The service is to be implemented in such a way that it could be as easily as possible switched from Azure to Postgres. The relational database for the service should be designed as well (in the form of an entity relationship diagram as part of the documentation, if Postgres support will not be deployed by the time of the prototype development).

The service should be compatible with the current implementation (the object storage code in the Queue service), and require as little changes to the clients and workers as possible (preferably, none at all).

The service should be compatible with the Chain of Trust. At the time of writing, a new plan for ensuring artifact integrity is being developed. The service and the CLI tool should take the plan into account and be compatible with it. The service should allow for flexibility in choosing artifact/object encryption methods and algorithms.

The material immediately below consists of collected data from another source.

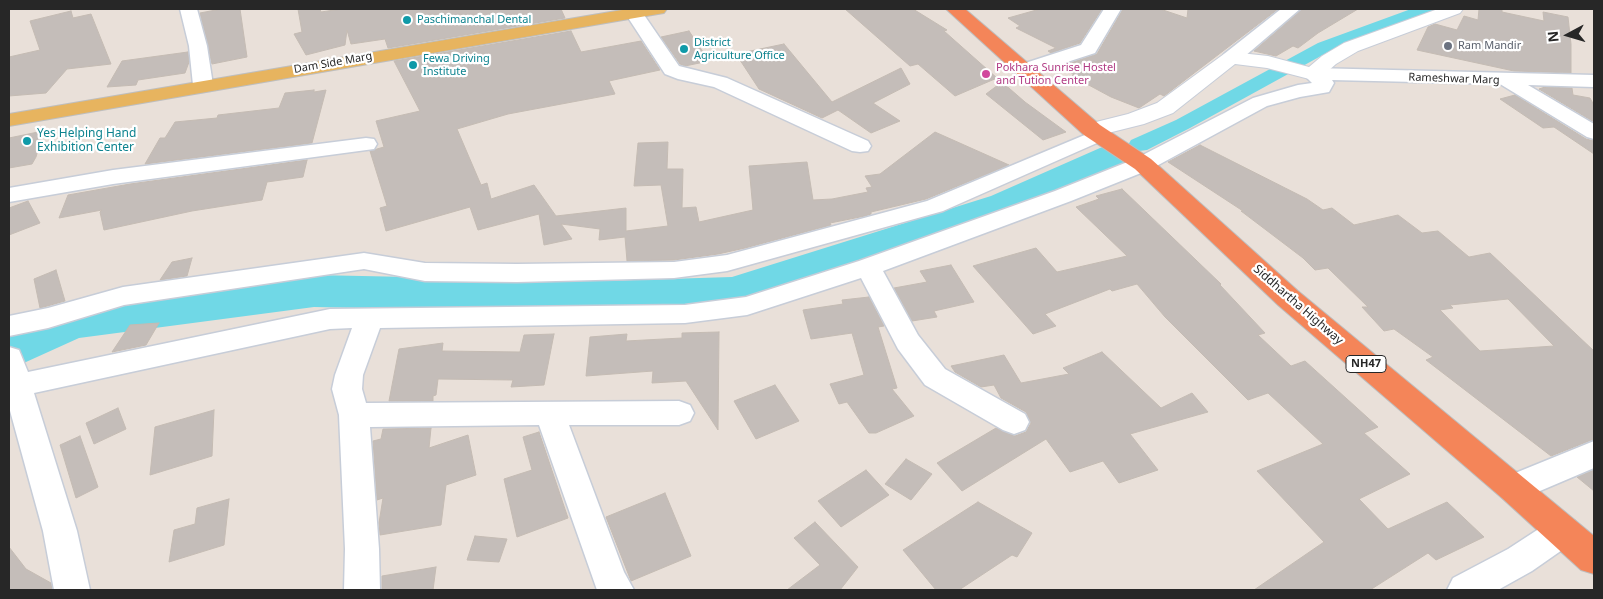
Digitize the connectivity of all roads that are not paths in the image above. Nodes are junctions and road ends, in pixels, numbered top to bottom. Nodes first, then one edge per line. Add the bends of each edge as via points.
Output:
1 (188, 9) edge
2 (658, 9) edge
3 (955, 9) edge
4 (1112, 9) edge
5 (1291, 9) edge
6 (1454, 9) edge
7 (634, 13) junction
8 (1231, 58) junction
9 (1023, 70) junction
10 (1313, 74) junction
11 (1506, 80) junction
12 (1594, 81) edge
13 (203, 85) junction
14 (9, 120) edge
15 (1594, 133) edge
16 (1098, 134) junction
17 (366, 144) dead end
18 (860, 146) dead end
19 (1143, 164) junction
20 (9, 195) edge
21 (868, 267) junction
22 (370, 317) junction
23 (9, 326) edge
24 (12, 369) edge
25 (550, 413) junction
26 (679, 413) dead end
27 (354, 415) junction
28 (1014, 422) dead end
29 (1594, 454) edge
30 (1514, 488) junction
31 (1563, 531) junction
32 (1594, 558) edge
33 (72, 590) edge
34 (362, 590) edge
35 (616, 590) edge
36 (1465, 590) edge

1 - 13 street via 198,46
2 - 7 main road, Dam Side Marg
3 - 9 highway, NH47
4 - 9 street via 1088,49
5 - 8 street
6 - 10 street via 1350,47
7 - 13 main road, Dam Side Marg
7 - 18 street via 672,70 720,82
8 - 10 street via 1268,62
8 - 16 street via 1165,108
9 - 16 highway, NH47
10 - 11 street, Rameshwar Marg
10 - 19 street via 1324,83 1322,88 1260,102
11 - 12 street, Rameshwar Marg
11 - 15 street
13 - 14 main road, Dam Side Marg
16 - 19 highway, NH47
16 - 23 street via 935,206 727,263 674,270 517,273 425,272 364,261 122,296
17 - 20 street via 113,177
19 - 21 street
19 - 30 highway, Siddhartha Highway / NH47 via 1288,298
21 - 22 street via 747,306 685,314
21 - 28 street via 908,342 935,378
22 - 24 street via 330,319
22 - 27 street via 349,375 348,389
24 - 33 street via 60,531
25 - 26 street
25 - 27 street
25 - 35 street via 610,582
27 - 34 street
29 - 30 street
30 - 31 highway, Siddhartha Highway / NH47
31 - 32 highway, Siddhartha Highway / NH47
31 - 36 street via 1520,560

Implementation of any cross-region and/or cross-cloud functionality must be justified as far as money and time cost goes. The service must be efficient as far the storage and network costs go, without sacrificing the time it takes to complete operations. The former should be prioritized by default, unless the latter is impacted in such a way that any economy looses value.

Object data should not pass through the service (meaning in Kubernetes) for upload or download. It's fine for data to flow through other servers that are located closer to workers (for example to mirror data). The reason for this is that Taskcluster is deployed in Kubernetes, and handling large amounts of data will likely to be slow and expensive.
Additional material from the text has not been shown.